The National Fire Chiefs Council (NFCC) Water Safety and Drowning Prevention campaign – Be Water Aware, is running from 24 – 30 April 2017 and is being supported by fire and rescue services throughout the UK.
Latest statistics show that in 2015, 321 people died after tripping, falling or simply underestimating the risks associated with being near water.
CFOA’s Water safety Lead, Dawn Whittaker, said “Most people would be shocked to hear that those people drowning just happen to be near water such as runners, walkers and fisherman. They are unaware of the risks and are totally unprepared for the scenario of ending up in the water. By highlighting this issue and making sure simple safety messages reach them we hope to reduce the number of these needless deaths.”
From April 2014 to March 2017, Warwickshire Fire and Rescue Service were called to 111 water related incidents. 39 of those involved rescuing a total of 59 people and 32 involved animal rescues. Our crews train rigorously for these types of incidents and all crews are now trained to a minimum competency of Swiftwater and Flood First Responder, with our boat team at Rugby being trained to a higher level.
Talking about water safety, Moreno Francioso, Community Fire Prevention and Arson Manager for Warwickshire Fire and Rescue Service said: “Although incidents involving open water are relatively low in Warwickshire, there are still occasions where people have got into trouble unintentionally when out walking their dog, driving through flood water or just simply messing around.

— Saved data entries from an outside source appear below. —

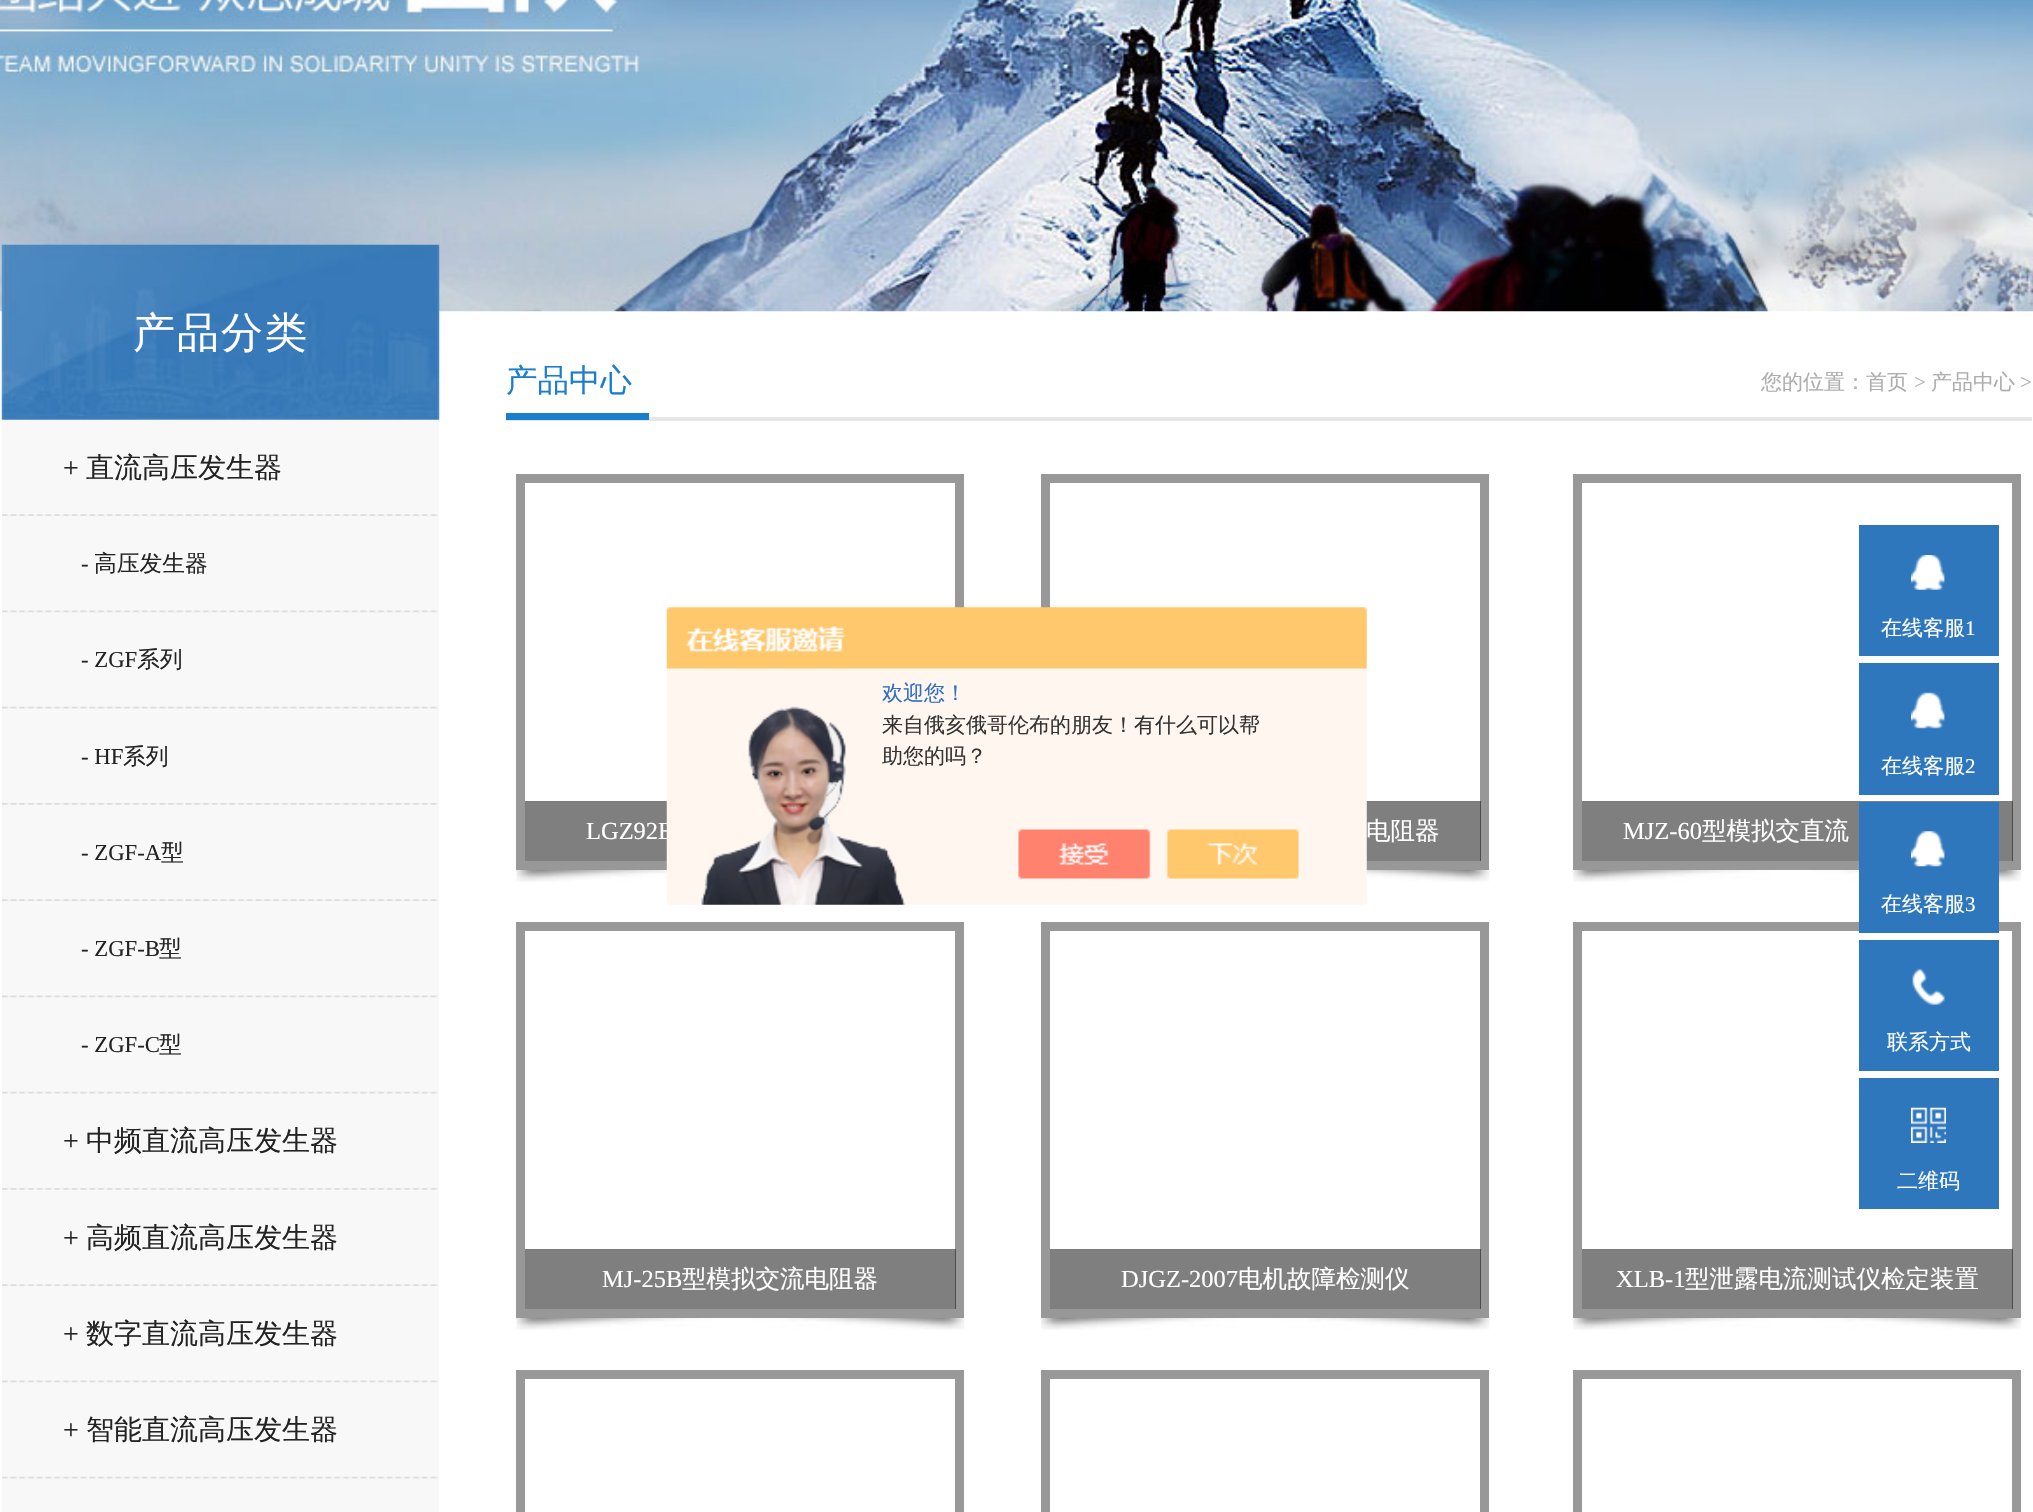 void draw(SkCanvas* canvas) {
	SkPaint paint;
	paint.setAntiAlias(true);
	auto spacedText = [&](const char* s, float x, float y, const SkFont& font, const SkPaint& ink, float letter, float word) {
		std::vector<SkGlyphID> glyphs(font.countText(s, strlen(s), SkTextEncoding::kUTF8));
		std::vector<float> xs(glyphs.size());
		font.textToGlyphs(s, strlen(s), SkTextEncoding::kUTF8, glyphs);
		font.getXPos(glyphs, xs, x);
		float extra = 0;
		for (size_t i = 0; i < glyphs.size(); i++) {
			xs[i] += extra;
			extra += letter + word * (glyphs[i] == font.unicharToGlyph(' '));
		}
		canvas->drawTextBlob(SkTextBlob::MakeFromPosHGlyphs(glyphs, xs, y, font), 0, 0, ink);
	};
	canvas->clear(0xffffffff);
	canvas->drawImageRect(SkImages::DeferredFromEncodedData(SkData::MakeFromFileName("img1.png")), SkRect::MakeXYWH(0, 0, 2033, 312), SkSamplingOptions());
	paint.setColor(0xfff8f8f8);
	canvas->drawRect(SkRect::MakeXYWH(2, 419, 437, 1093), paint);
	canvas->drawImageRect(SkImages::DeferredFromEncodedData(SkData::MakeFromFileName("img2.png")), SkRect::MakeXYWH(1, 244, 439, 176), SkSamplingOptions());
	SkFont f1(fontMgr->matchFamilyStyle("WenQuanYi Zen Hei", SkFontStyle(500, SkFontStyle::kNormal_Width, SkFontStyle::kUpright_Slant)), 42);
	f1.setSubpixel(true);
	paint.setColor(0xffffffff);
	spacedText("产品分类", 133, 347, f1, paint, 2, 0);
	canvas->drawImageRect(SkImages::DeferredFromEncodedData(SkData::MakeFromFileName("img3.png")), SkRect::MakeXYWH(2, 514, 436, 2), SkSamplingOptions());
	SkFont f2(fontMgr->matchFamilyStyle("Liberation Serif", SkFontStyle::Normal()), 28);
	f2.setSubpixel(true);
	paint.setColor(0xff222322);
	canvas->drawString("+", 63, 477, f2, paint);
	SkFont f3(fontMgr->matchFamilyStyle("WenQuanYi Zen Hei", SkFontStyle(500, SkFontStyle::kNormal_Width, SkFontStyle::kUpright_Slant)), 28);
	f3.setSubpixel(true);
	canvas->drawString("直流高压发生器", 86, 477, f3, paint);
	canvas->drawImageRect(SkImages::DeferredFromEncodedData(SkData::MakeFromFileName("img4.png")), SkRect::MakeXYWH(2, 610, 436, 3), SkSamplingOptions());
	SkFont f4(fontMgr->matchFamilyStyle("Liberation Serif", SkFontStyle::Normal()), 22.75);
	f4.setSubpixel(true);
	canvas->drawString("-", 81, 571, f4, paint);
	SkFont f5(fontMgr->matchFamilyStyle("WenQuanYi Zen Hei", SkFontStyle(500, SkFontStyle::kNormal_Width, SkFontStyle::kUpright_Slant)), 22.75);
	f5.setSubpixel(true);
	canvas->drawString("高压发生器", 94, 571, f5, paint);
	canvas->drawImageRect(SkImages::DeferredFromEncodedData(SkData::MakeFromFileName("img5.png")), SkRect::MakeXYWH(2, 706, 436, 3), SkSamplingOptions());
	canvas->drawString("- ZGF", 81, 667, f4, paint);
	canvas->drawString("系列", 137, 667, f5, paint);
	canvas->drawImageRect(SkImages::DeferredFromEncodedData(SkData::MakeFromFileName("img6.png")), SkRect::MakeXYWH(2, 803, 436, 2), SkSamplingOptions());
	canvas->drawString("- HF", 81, 764, f4, paint);
	canvas->drawString("系列", 123, 764, f5, paint);
	canvas->drawImageRect(SkImages::DeferredFromEncodedData(SkData::MakeFromFileName("img3.png")), SkRect::MakeXYWH(2, 899, 436, 2), SkSamplingOptions());
	canvas->drawString("- ZGF-A", 81, 860, f4, paint);
	canvas->drawString("型", 161, 860, f5, paint);
	canvas->drawImageRect(SkImages::DeferredFromEncodedData(SkData::MakeFromFileName("img4.png")), SkRect::MakeXYWH(2, 995, 436, 3), SkSamplingOptions());
	canvas->drawString("- ZGF-B", 81, 956, f4, paint);
	canvas->drawString("型", 159, 956, f5, paint);
	canvas->drawImageRect(SkImages::DeferredFromEncodedData(SkData::MakeFromFileName("img5.png")), SkRect::MakeXYWH(2, 1091, 436, 3), SkSamplingOptions());
	canvas->drawString("- ZGF-C", 81, 1052, f4, paint);
	canvas->drawString("型", 159, 1052, f5, paint);
	canvas->drawImageRect(SkImages::DeferredFromEncodedData(SkData::MakeFromFileName("img6.png")), SkRect::MakeXYWH(2, 1188, 436, 2), SkSamplingOptions());
	canvas->drawString("+", 63, 1150, f2, paint);
	canvas->drawString("中频直流高压发生器", 86, 1150, f3, paint);
	canvas->drawImageRect(SkImages::DeferredFromEncodedData(SkData::MakeFromFileName("img3.png")), SkRect::MakeXYWH(2, 1284, 436, 2), SkSamplingOptions());
	canvas->drawString("+", 63, 1247, f2, paint);
	canvas->drawString("高频直流高压发生器", 86, 1247, f3, paint);
	canvas->drawImageRect(SkImages::DeferredFromEncodedData(SkData::MakeFromFileName("img4.png")), SkRect::MakeXYWH(2, 1380, 436, 3), SkSamplingOptions());
	canvas->drawString("+", 63, 1343, f2, paint);
	canvas->drawString("数字直流高压发生器", 86, 1343, f3, paint);
	canvas->drawImageRect(SkImages::DeferredFromEncodedData(SkData::MakeFromFileName("img5.png")), SkRect::MakeXYWH(2, 1476, 436, 3), SkSamplingOptions());
	canvas->drawString("+", 63, 1439, f2, paint);
	canvas->drawString("智能直流高压发生器", 86, 1439, f3, paint);
	paint.setColor(0xffe5e6e5);
	canvas->drawRect(SkRect::MakeXYWH(506, 417, 1526, 4), paint);
	paint.setColor(0xff1a7ece);
	canvas->drawRect(SkRect::MakeXYWH(506, 413, 143, 7), paint);
	SkFont f6(fontMgr->matchFamilyStyle("WenQuanYi Zen Hei", SkFontStyle(500, SkFontStyle::kNormal_Width, SkFontStyle::kUpright_Slant)), 31.5);
	f6.setSubpixel(true);
	canvas->drawString("产品中心", 506, 391, f6, paint);
	SkFont f7(fontMgr->matchFamilyStyle("WenQuanYi Zen Hei", SkFontStyle(500, SkFontStyle::kNormal_Width, SkFontStyle::kUpright_Slant)), 21);
	f7.setSubpixel(true);
	paint.setColor(0xffadadad);
	canvas->drawString("您的位置：首页", 1761, 389, f7, paint);
	SkFont f8(fontMgr->matchFamilyStyle("Liberation Serif", SkFontStyle::Normal()), 21);
	f8.setSubpixel(true);
	canvas->drawString(">", 1914, 389, f8, paint);
	canvas->drawString("产品中心", 1931, 389, f7, paint);
	canvas->drawString(">", 2020, 389, f8, paint);
	canvas->drawImageRect(SkImages::DeferredFromEncodedData(SkData::MakeFromFileName("img7.png")), SkRect::MakeXYWH(516, 870, 151, 12), SkSamplingOptions());
	paint.setStroke(true);
	paint.setStrokeWidth(9);
	paint.setColor(0xff989898);
	canvas->drawRect(SkRect::MakeXYWH(520.5, 478.5, 439, 387), paint);
	paint.setStroke(false);
	paint.setColor(0x80000000);
	canvas->drawRect(SkRect::MakeXYWH(525, 801, 142, 60), paint);
	SkFont f9(fontMgr->matchFamilyStyle("Liberation Serif", SkFontStyle::Normal()), 24.5);
	f9.setSubpixel(true);
	paint.setColor(0xffffffff);
	canvas->drawString("LGZ92E", 586, 839, f9, paint);
	canvas->drawImageRect(SkImages::DeferredFromEncodedData(SkData::MakeFromFileName("img8.png")), SkRect::MakeXYWH(1366, 869, 124, 13), SkSamplingOptions());
	paint.setStroke(true);
	paint.setColor(0xff989898);
	canvas->drawRect(SkRect::MakeXYWH(1045.5, 478.5, 439, 387), paint);
	paint.setStroke(false);
	paint.setColor(0x80000000);
	canvas->drawRect(SkRect::MakeXYWH(1366, 801, 115, 60), paint);
	SkFont f10(fontMgr->matchFamilyStyle("WenQuanYi Zen Hei", SkFontStyle(500, SkFontStyle::kNormal_Width, SkFontStyle::kUpright_Slant)), 24.5);
	f10.setSubpixel(true);
	paint.setColor(0xffffffff);
	canvas->drawString("电阻器", 1366, 839, f10, paint);
	canvas->drawImageRect(SkImages::DeferredFromEncodedData(SkData::MakeFromFileName("img9.png")), SkRect::MakeXYWH(1573, 870, 448, 12), SkSamplingOptions());
	paint.setStroke(true);
	paint.setColor(0xff989898);
	canvas->drawRect(SkRect::MakeXYWH(1577.5, 478.5, 439, 387), paint);
	paint.setStroke(false);
	paint.setColor(0x80000000);
	canvas->drawRect(SkRect::MakeXYWH(1582, 801, 431, 60), paint);
	paint.setColor(0xffffffff);
	canvas->drawString("MJZ-60", 1623, 839, f9, paint);
	canvas->drawString("型模拟交直流", 1702, 839, f10, paint);
	canvas->drawImageRect(SkImages::DeferredFromEncodedData(SkData::MakeFromFileName("img10.png")), SkRect::MakeXYWH(516, 1317, 449, 13), SkSamplingOptions());
	paint.setStroke(true);
	paint.setColor(0xff989898);
	canvas->drawRect(SkRect::MakeXYWH(520.5, 926.5, 439, 387), paint);
	paint.setStroke(false);
	paint.setColor(0x80000000);
	canvas->drawRect(SkRect::MakeXYWH(525, 1249, 431, 60), paint);
	paint.setColor(0xffffffff);
	canvas->drawString("MJ-25B", 602, 1287, f9, paint);
	canvas->drawString("型模拟交流电阻器", 682, 1287, f10, paint);
	canvas->drawImageRect(SkImages::DeferredFromEncodedData(SkData::MakeFromFileName("img11.png")), SkRect::MakeXYWH(1041, 1317, 449, 13), SkSamplingOptions());
	paint.setStroke(true);
	paint.setColor(0xff989898);
	canvas->drawRect(SkRect::MakeXYWH(1045.5, 926.5, 439, 387), paint);
	paint.setStroke(false);
	paint.setColor(0x80000000);
	canvas->drawRect(SkRect::MakeXYWH(1050, 1249, 431, 60), paint);
	paint.setColor(0xffffffff);
	canvas->drawString("DJGZ-2007", 1121, 1287, f9, paint);
	canvas->drawString("电机故障检测仪", 1238, 1287, f10, paint);
	canvas->drawImageRect(SkImages::DeferredFromEncodedData(SkData::MakeFromFileName("img9.png")), SkRect::MakeXYWH(1573, 1318, 448, 12), SkSamplingOptions());
	paint.setStroke(true);
	paint.setColor(0xff989898);
	canvas->drawRect(SkRect::MakeXYWH(1577.5, 926.5, 439, 387), paint);
	paint.setStroke(false);
	paint.setColor(0x80000000);
	canvas->drawRect(SkRect::MakeXYWH(1582, 1249, 431, 60), paint);
	paint.setColor(0xffffffff);
	canvas->drawString("XLB-1", 1616, 1287, f9, paint);
	canvas->drawString("型泄露电流测试仪检定装置", 1685, 1287, f10, paint);
	paint.setStroke(true);
	paint.setColor(0xff989898);
	canvas->drawRect(SkRect::MakeXYWH(520.5, 1374.5, 439, 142), paint);
	canvas->drawRect(SkRect::MakeXYWH(1045.5, 1374.5, 439, 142), paint);
	canvas->drawRect(SkRect::MakeXYWH(1577.5, 1374.5, 439, 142), paint);
	canvas->drawImageRect(SkImages::DeferredFromEncodedData(SkData::MakeFromFileName("img12.png")), SkRect::MakeXYWH(666, 607, 701, 298), SkSamplingOptions());
	paint.setStroke(false);
	paint.setColor(0xff2e6ec6);
	canvas->drawString("欢迎您！", 882, 700, f7, paint);
	paint.setColor(0xff333333);
	canvas->drawString("来自俄亥俄哥伦布的朋友！有什么可以帮", 882, 732, f7, paint);
	canvas->drawString("助您的吗？", 882, 763, f7, paint);
	paint.setColor(0xff2f77bd);
	canvas->drawRect(SkRect::MakeXYWH(1859, 525, 140, 131), paint);
	canvas->drawImageRect(SkImages::DeferredFromEncodedData(SkData::MakeFromFileName("img13.png")), SkRect::MakeXYWH(1911, 555, 34, 35), SkSamplingOptions());
	paint.setColor(0xffffffff);
	canvas->drawString("在线客服", 1881, 635, f7, paint);
	canvas->drawString("1", 1965, 635, f8, paint);
	paint.setColor(0xff2f77bd);
	canvas->drawRect(SkRect::MakeXYWH(1859, 663, 140, 132), paint);
	canvas->drawImageRect(SkImages::DeferredFromEncodedData(SkData::MakeFromFileName("img14.png")), SkRect::MakeXYWH(1911, 692, 34, 37), SkSamplingOptions());
	paint.setColor(0xffffffff);
	canvas->drawString("在线客服", 1881, 773, f7, paint);
	canvas->drawString("2", 1965, 773, f8, paint);
	paint.setColor(0xff2f77bd);
	canvas->drawRect(SkRect::MakeXYWH(1859, 802, 140, 131), paint);
	canvas->drawImageRect(SkImages::DeferredFromEncodedData(SkData::MakeFromFileName("img15.png")), SkRect::MakeXYWH(1911, 831, 34, 36), SkSamplingOptions());
	paint.setColor(0xffffffff);
	canvas->drawString("在线客服", 1881, 911, f7, paint);
	canvas->drawString("3", 1965, 911, f8, paint);
	paint.setColor(0xff2f77bd);
	canvas->drawRect(SkRect::MakeXYWH(1859, 940, 140, 131), paint);
	canvas->drawImageRect(SkImages::DeferredFromEncodedData(SkData::MakeFromFileName("img16.png")), SkRect::MakeXYWH(1912, 968, 33, 37), SkSamplingOptions());
	paint.setColor(0xffffffff);
	canvas->drawString("联系方式", 1887, 1049, f7, paint);
	paint.setColor(0xff2f77bd);
	canvas->drawRect(SkRect::MakeXYWH(1859, 1078, 140, 131), paint);
	canvas->drawImageRect(SkImages::DeferredFromEncodedData(SkData::MakeFromFileName("img17.png")), SkRect::MakeXYWH(1911, 1107, 35, 36), SkSamplingOptions());
	paint.setColor(0xffffffff);
	canvas->drawString("二维码", 1897, 1188, f7, paint);
}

“Sadly over the years this has resulted in lives being lost and this is something we need to ensure is not repeated.
“As part of Drowning Prevention and Water Safety Week 2017, we are asking people to think twice before they get into deep water and not only put their lives at risk, but also the lives of the firefighters or passers-by, who go in to try and rescue them.”
During the week our crews will be out and about giving advice to people on what they should look out for and how to change their behaviour to minimise the risk of them getting trapped in flood water or getting into trouble in the water.